Comparative Genomic Analyses Provide Insight Into the Pathogenicity of Metschnikowia bicuspidata LNES0119

Metschnikowia bicuspidata is a globally distributed pathogenic yeast with a wide range of aquatic hosts. A new strain, M. bicuspidata LNES0119, isolated from the Chinese mitten crab Eriocheir sinensis, has caused a serious reduction in production and marked economic loss for the aquaculture industry in China. Therefore, the whole-genome sequence of M. bicuspidata LNES0119 was sequenced using Illumina and Oxford Nanopore technology; whole-genome annotation and comparative genomic analyses of this pathogen were performed as well.
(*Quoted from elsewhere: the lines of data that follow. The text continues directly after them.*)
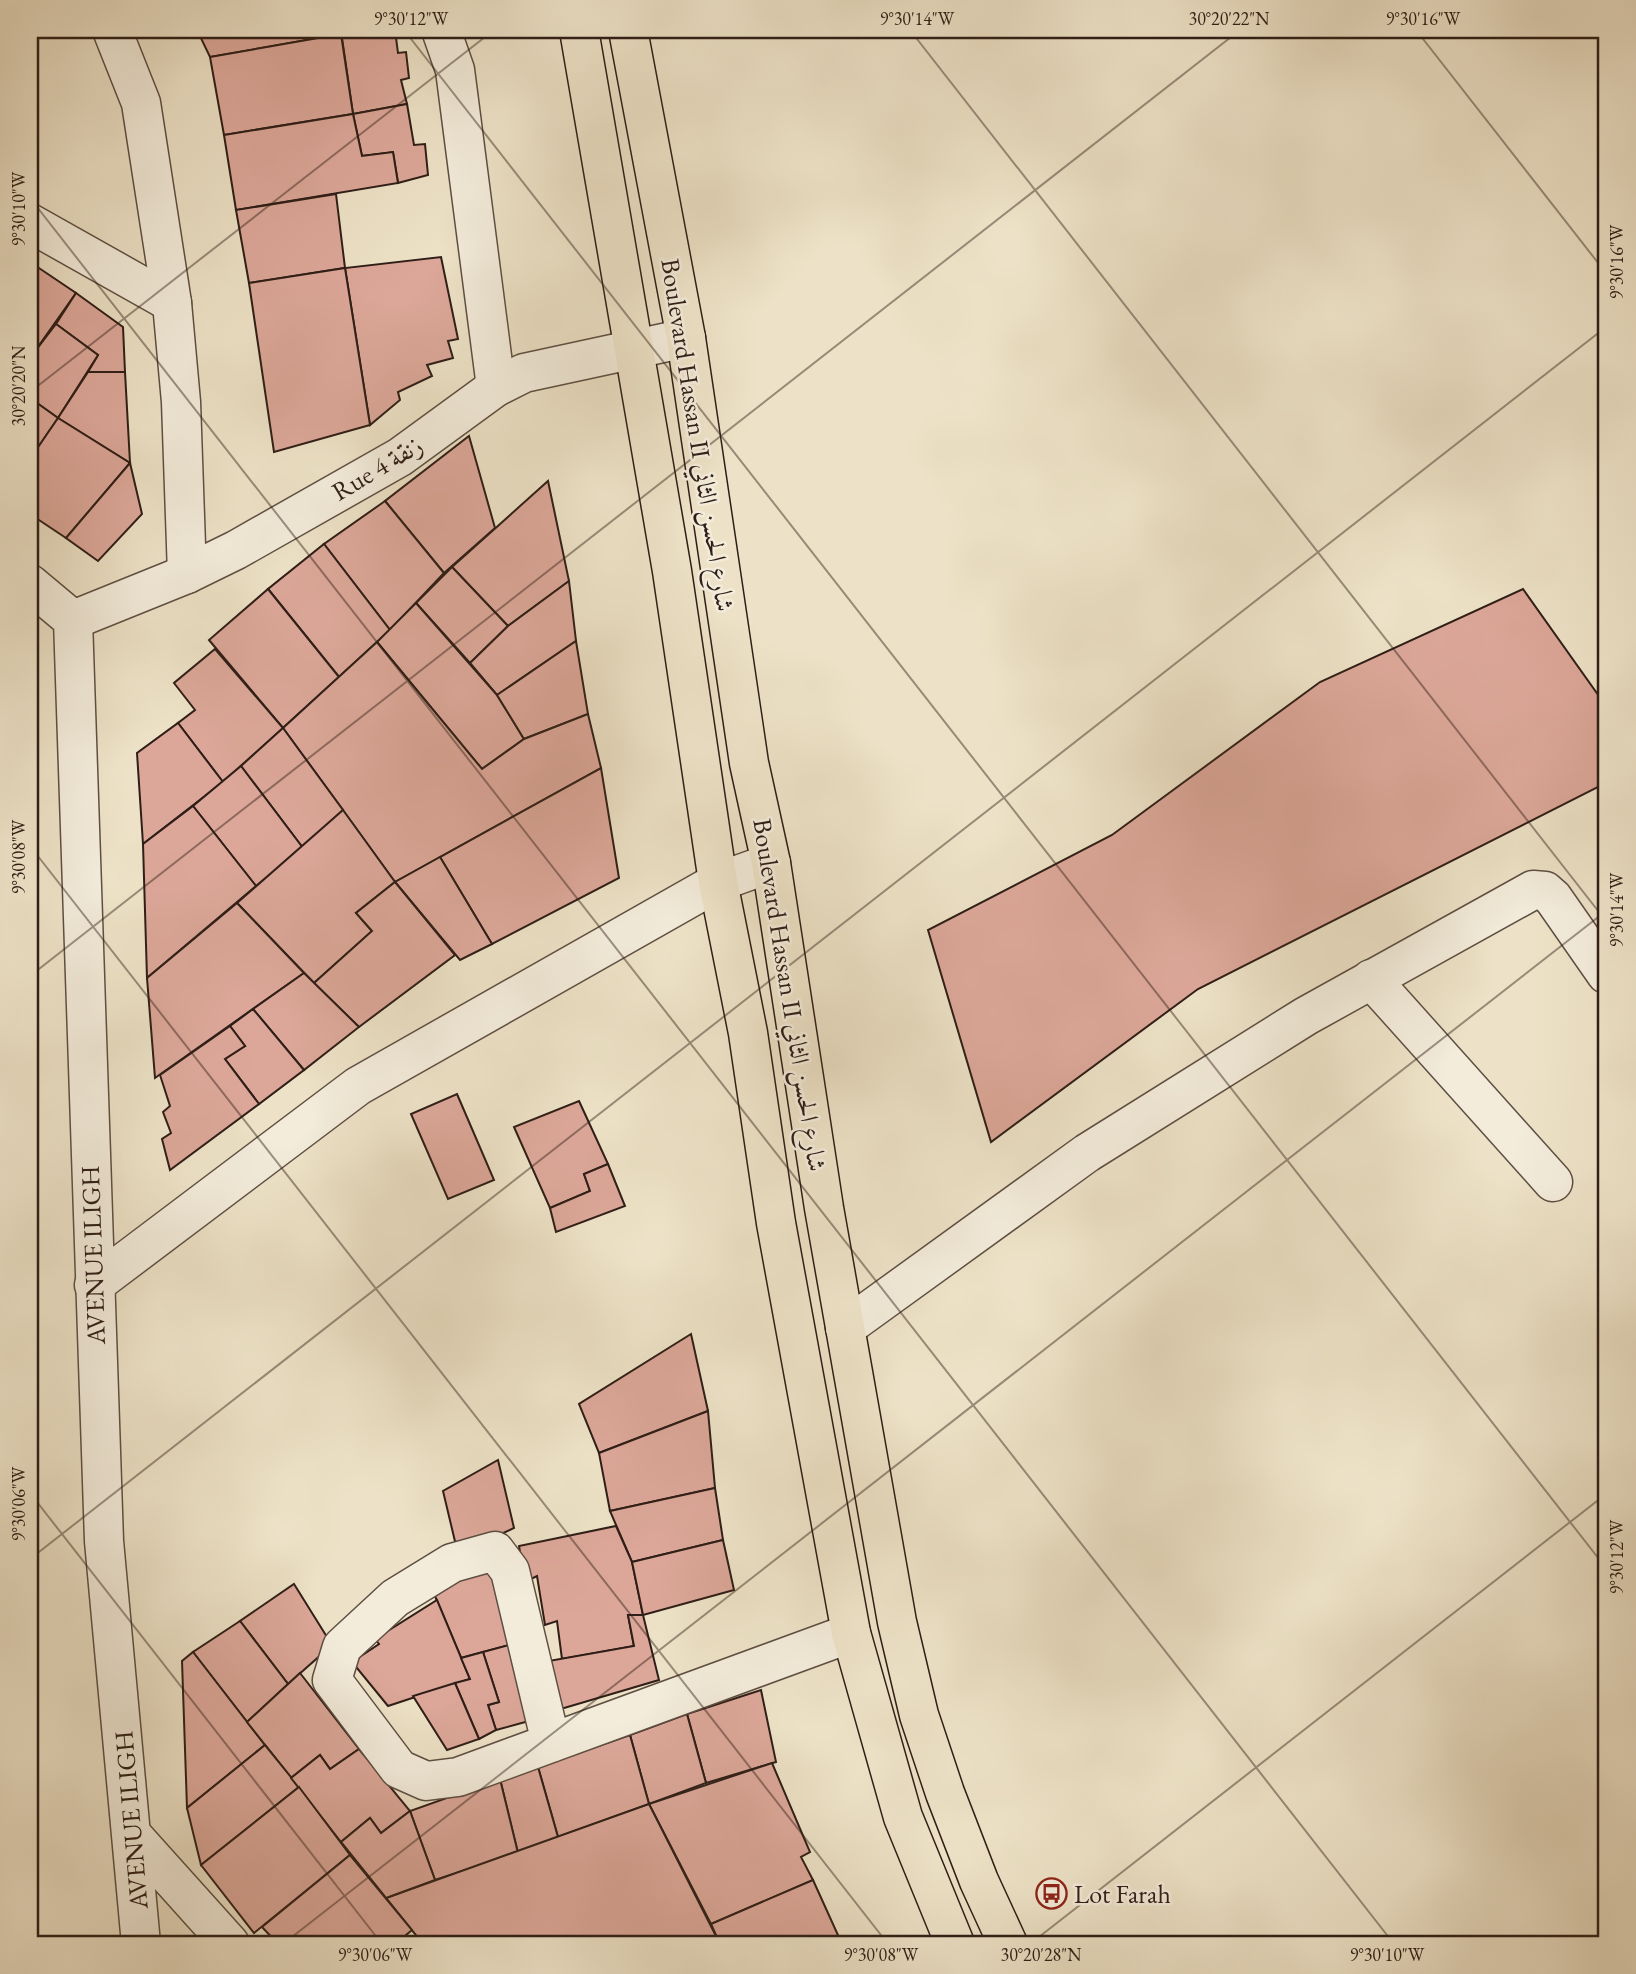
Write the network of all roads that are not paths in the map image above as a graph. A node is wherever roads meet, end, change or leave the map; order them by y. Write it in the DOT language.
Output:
graph roads {
  1 [pos="112,30"];
  2 [pos="441,30"];
  3 [pos="579,30"];
  4 [pos="628,30"];
  5 [pos="30,223"];
  6 [pos="172,303"];
  7 [pos="686,338"];
  8 [pos="633,349"];
  9 [pos="496,387"];
  10 [pos="187,575"];
  11 [pos="30,584"];
  12 [pos="73,620"];
  13 [pos="771,863"];
  14 [pos="718,882"];
  15 [pos="1606,974"];
  16 [pos="1371,979"];
  17 [pos="1553,1182"];
  18 [pos="94,1285"];
  19 [pos="845,1328"];
  20 [pos="851,1633"];
  21 [pos="551,1743"];
  22 [pos="133,1836"];
  23 [pos="141,1944"];
  24 [pos="230,1944"];
  25 [pos="955,1944"];
  26 [pos="1008,1944"];
  1 -- 6 [label="street"];
  2 -- 9 [label="street"];
  3 -- 8 [label="main road, Boulevard Hassan II شارع الحسن الثاني"];
  4 -- 7 [label="main road, Boulevard Hassan II شارع الحسن الثاني"];
  5 -- 6 [label="street"];
  6 -- 10 [label="street"];
  7 -- 8 [label="street, Rue 4 زنقة"];
  7 -- 13 [label="main road, Boulevard Hassan II شارع الحسن الثاني"];
  8 -- 9 [label="street, Rue 4 زنقة"];
  8 -- 14 [label="main road, Boulevard Hassan II شارع الحسن الثاني"];
  9 -- 10 [label="street, Rue 4 زنقة"];
  10 -- 12 [label="street, Rue 4 زنقة"];
  11 -- 12 [label="street"];
  12 -- 18 [label="street, AVENUE ILIGH"];
  13 -- 14 [label="street"];
  13 -- 19 [label="main road, Boulevard Hassan II شارع الحسن الثاني"];
  14 -- 18 [label="street"];
  14 -- 20 [label="main road, Boulevard Hassan II شارع الحسن الثاني"];
  15 -- 16 [label="street"];
  16 -- 17 [label="street"];
  16 -- 19 [label="street"];
  18 -- 22 [label="street, AVENUE ILIGH"];
  19 -- 26 [label="main road, Boulevard Hassan II شارع الحسن الثاني"];
  20 -- 21 [label="street"];
  20 -- 25 [label="main road, Boulevard Hassan II شارع الحسن الثاني"];
  21 -- 21 [label="street"];
  22 -- 23 [label="street, AVENUE ILIGH"];
  22 -- 24 [label="street"];
}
A high-quality genome of M. bicuspidata LNES0119 was 16.13 Mb in size, with six scaffolds and six contigs, and encoded 5,567 putative predicted genes. Of these, 1,467 genes shared substantial homology with genes in the pathogen–host interactions database. Comparative genomic analyses of three M. bicuspidata strains and one non-pathogenic yeast, M. aff. pulcherrima, showed 331 unique genes in M. bicuspidata LNES0119, 30 of which were putatively related to pathogenicity. Overall, we identified several meaningful characteristics related to pathogenicity and virulence that may play essential roles in the infection and pathogenicity of M. bicuspidata LNES0119. Our study will aid in identifying potential targets for further exploration of the molecular basis of the pathogenicity of M. bicuspidata as well as the therapeutic intervention of M. bicuspidata infection.